CAR T-cell therapy is a type of immunotherapy. You might also hear it called a type of adoptive cell transfer. CAR T-cell therapy is a very complex and specialist treatment. With this treatment, a specialist collects and makes a small change to your T cells. After a few weeks, you have a drip containing these cells back into your bloodstream. The CAR T-cells then recognize and attack the cancer cells.

There is a growing interest in CAR T cells, and more recently, CAR-transduced natural killer cells. CAR T cells have been engineered to express CAR molecules on their surface, which allow them to recognize and bind to specific antigens on tumor cells, leading to target cell killing in an HLA-independent manner 189. Although one patient with leptomeningeal spread of glioblastoma responded to treatment with CAR T cells against IL-13 receptor subunit alpha-2 190, the experience with CAR T cells to date for glioblastoma has been generally disappointing 189. Current efforts are focused on developing next generation CAR T cells directed against multiple antigens, designing them to induce epitope spreading, combining them with checkpoint inhibitors to help overcome immunosuppression or with conventional therapies such as radiotherapy, and delivering them directly into the tumor 191, 192.

Other therapies

Overall, almost 100 therapies are under evaluation for glioblastomas. In addition to the ones listed above, other treatments include cytotoxic agents such as Val 083 (NCT02717962), BAL101553 (NCT03250299), and agents that may augment the activity of temozolomide, such as ibudilast (NCT03782415).
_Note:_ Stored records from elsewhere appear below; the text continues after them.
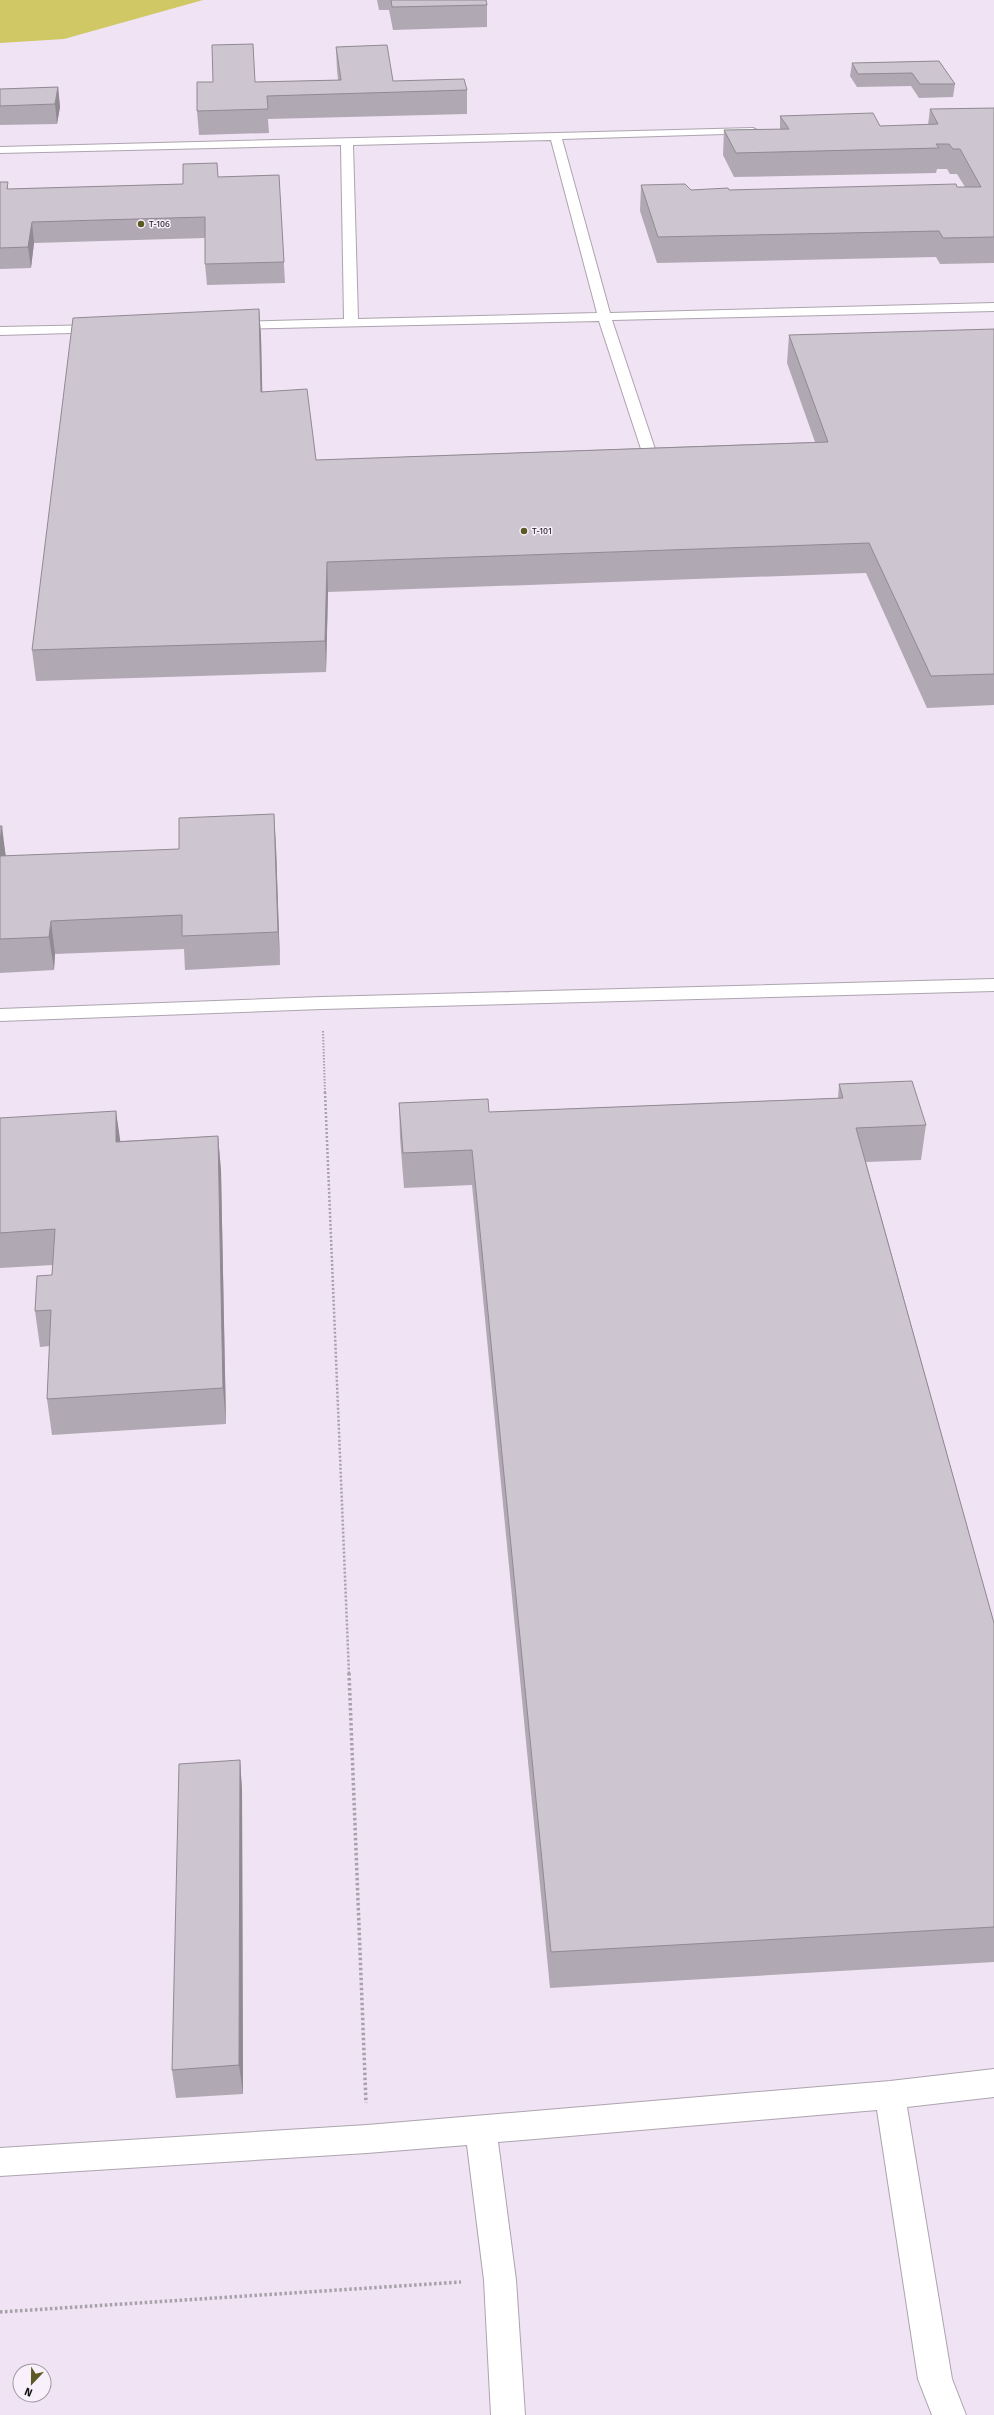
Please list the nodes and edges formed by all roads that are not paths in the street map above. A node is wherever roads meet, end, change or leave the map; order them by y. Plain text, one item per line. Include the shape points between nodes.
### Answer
1 (763, 131) edge
2 (555, 136) junction
3 (347, 140) junction
4 (0, 150) edge
5 (994, 307) edge
6 (604, 316) junction
7 (351, 323) junction
8 (215, 326) edge
9 (112, 328) edge
10 (0, 331) edge
11 (649, 452) edge
12 (994, 985) edge
13 (0, 1015) edge
14 (994, 2083) edge
15 (890, 2095) junction
16 (481, 2130) junction
17 (0, 2162) edge
18 (508, 2415) edge
19 (949, 2415) edge

1 - 2 street
2 - 3 street
2 - 6 street
3 - 4 street
3 - 7 street
5 - 6 street
6 - 7 street
6 - 11 street
7 - 8 street
9 - 10 street
12 - 13 street via 322,1003
14 - 15 street
15 - 16 street
15 - 19 street via 934,2379
16 - 17 street
16 - 18 street via 500,2280

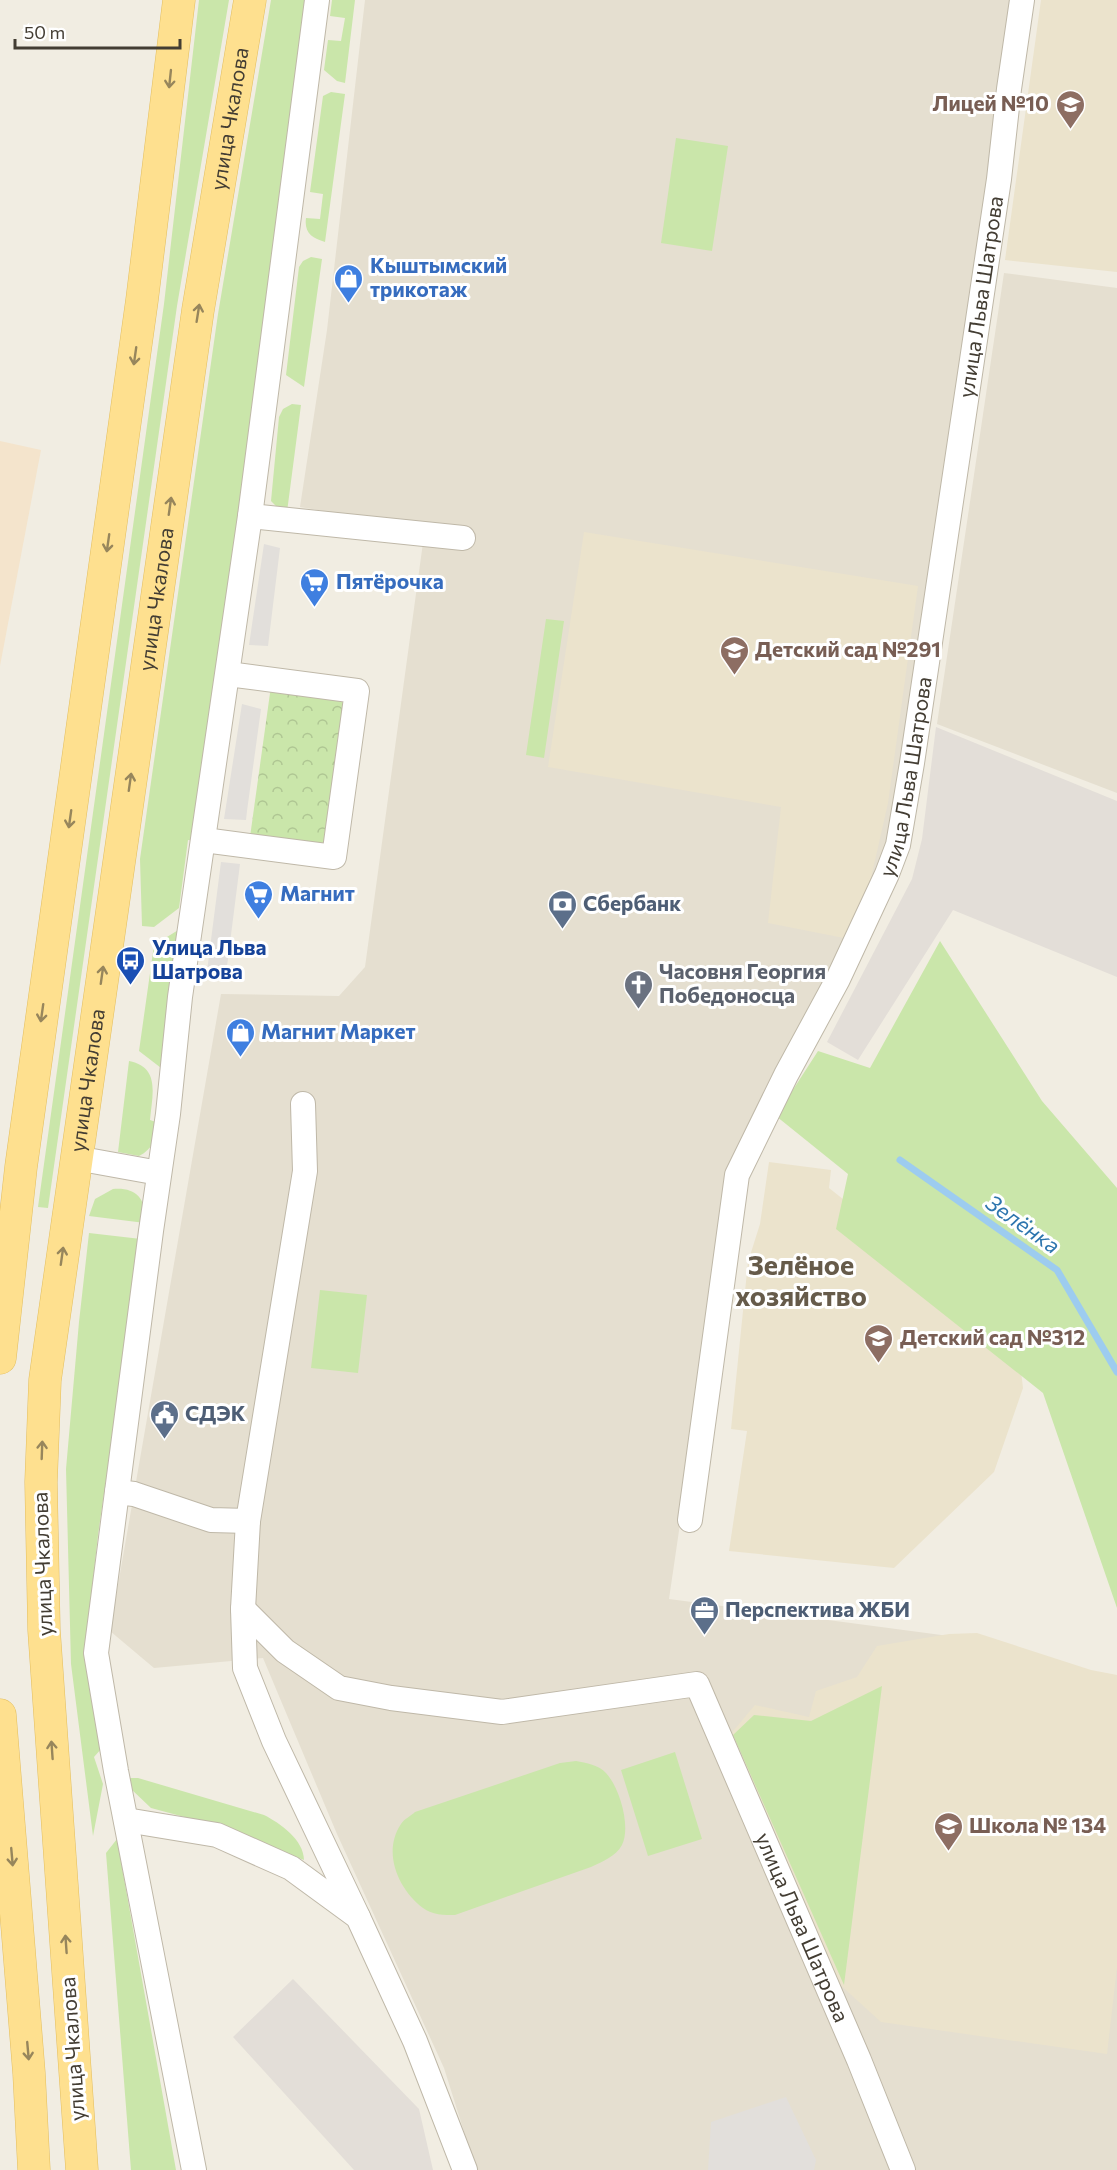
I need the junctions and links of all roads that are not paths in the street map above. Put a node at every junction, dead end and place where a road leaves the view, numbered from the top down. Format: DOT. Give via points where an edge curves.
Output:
graph roads {
  1 [pos="179,0"];
  2 [pos="250,0"];
  3 [pos="317,0"];
  4 [pos="1022,0"];
  5 [pos="250,516"];
  6 [pos="463,538"];
  7 [pos="228,674"];
  8 [pos="204,840"];
  9 [pos="303,1104"];
  10 [pos="76,1158"];
  11 [pos="10,1166"];
  12 [pos="159,1173"];
  13 [pos="0,1358"];
  14 [pos="117,1492"];
  15 [pos="690,1520"];
  16 [pos="248,1521"];
  17 [pos="243,1609"];
  18 [pos="0,1715"];
  19 [pos="126,1820"];
  20 [pos="358,1917"];
  21 [pos="34,2170"];
  22 [pos="82,2170"];
  23 [pos="194,2170"];
  24 [pos="465,2170"];
  25 [pos="903,2170"];
  1 -- 11 [label="main road, one-way" via="142,300"];
  10 -- 2 [label="main road, улица Чкалова, one-way" via="198,310"];
  3 -- 5 [label="street"];
  4 -- 15 [label="street, улица Льва Шатрова" via="999,179 898,845 838,979 736,1175"];
  5 -- 6 [label="street"];
  5 -- 7 [label="street"];
  7 -- 8 [label="street"];
  7 -- 8 [label="street" via="357,691 334,857"];
  8 -- 12 [label="street"];
  9 -- 16 [label="street" via="306,1171"];
  10 -- 12 [label="street"];
  22 -- 10 [label="main road, улица Чкалова, one-way" via="44,1630 41,1482 45,1380"];
  11 -- 13 [label="main road"];
  12 -- 14 [label="street"];
  14 -- 16 [label="street" via="211,1520"];
  14 -- 19 [label="street" via="96,1653"];
  16 -- 17 [label="street"];
  17 -- 20 [label="street" via="245,1668 274,1741"];
  17 -- 25 [label="street, улица Льва Шатрова" via="285,1651 339,1688 391,1698 502,1712 697,1684"];
  18 -- 21 [label="main road, one-way"];
  19 -- 20 [label="street" via="217,1835 291,1868"];
  19 -- 23 [label="street"];
  20 -- 24 [label="street" via="416,2041"];
}
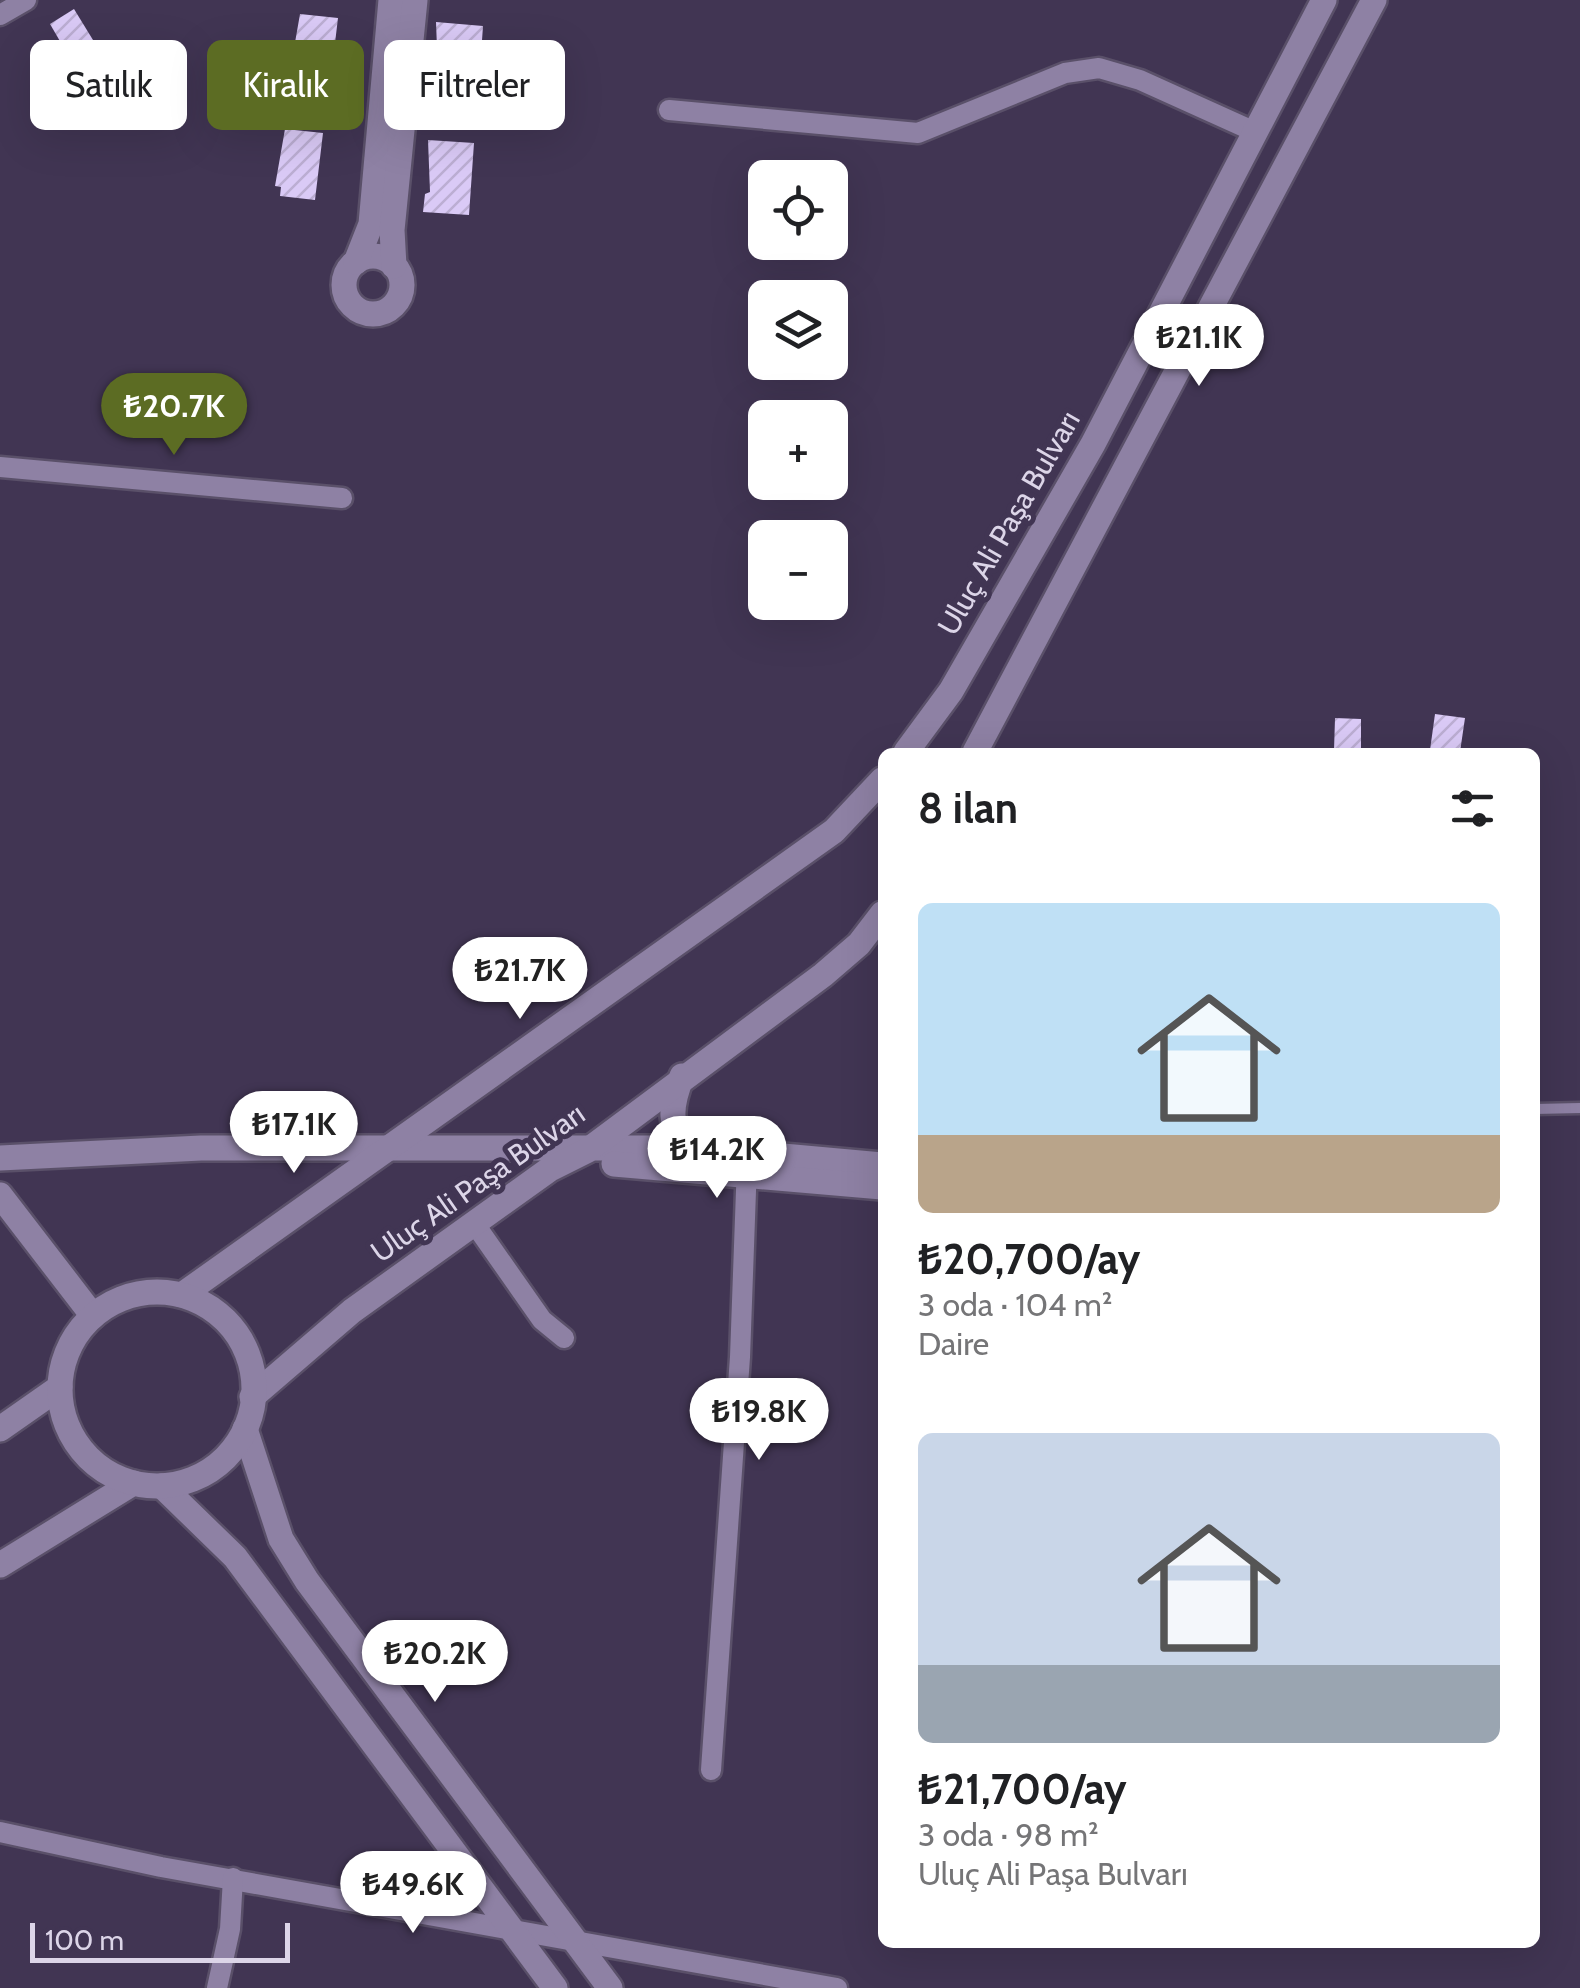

Glioblastoma multiforme prognosis

Although glioblastoma multiforme does not spread to other parts of the body, it is a very aggressive, grade 4 brain cancer that grows and spreads quickly within the brain and, thus, has a poor prognosis. At the present time scientists haven’t yet to find a cure for glioblastoma multiforme. In the mid-1990s, the median length of survival for glioblastoma was only 8–10 months, but it has almost doubled to 15–18 months now 193, 194 , 195, 170. The current standard glioblastoma multiforme treatment is effective and has resulted in more people living two, three, four years and longer. In addition, in the mid-1990s, essentially no patients with glioblastoma survived 5 years after their diagnosis; now 5.5% to 15% of patients survive 5 years post-diagnosis 196. Once glioblastomas recur, median overall survival is estimated to be 24–44 weeks 197.

Various clinical factors are shown to affect survival glioblastoma multiforme like age, performance status, MGMT methylation status, and IDH1/2 mutation status. Young age, good performance status, MGMT methylation, IDH 1/2 mutant variety confers to have improved survival compared to their counterparts 198.

Figure 5. Glioblastoma multiforme 5-year relative survival 

glioblastoma multiforme 5-year relative survival
[Source 45 ]

Glioblastoma multiforme life expectancy

Patients treated with optimal therapy, including surgical resection, radiation therapy, and chemotherapy, have a median survival of approximately 15–18 months, with fewer than 25% of patients surviving up to 2 years and fewer than 10% of patients surviving up to 5 years 14.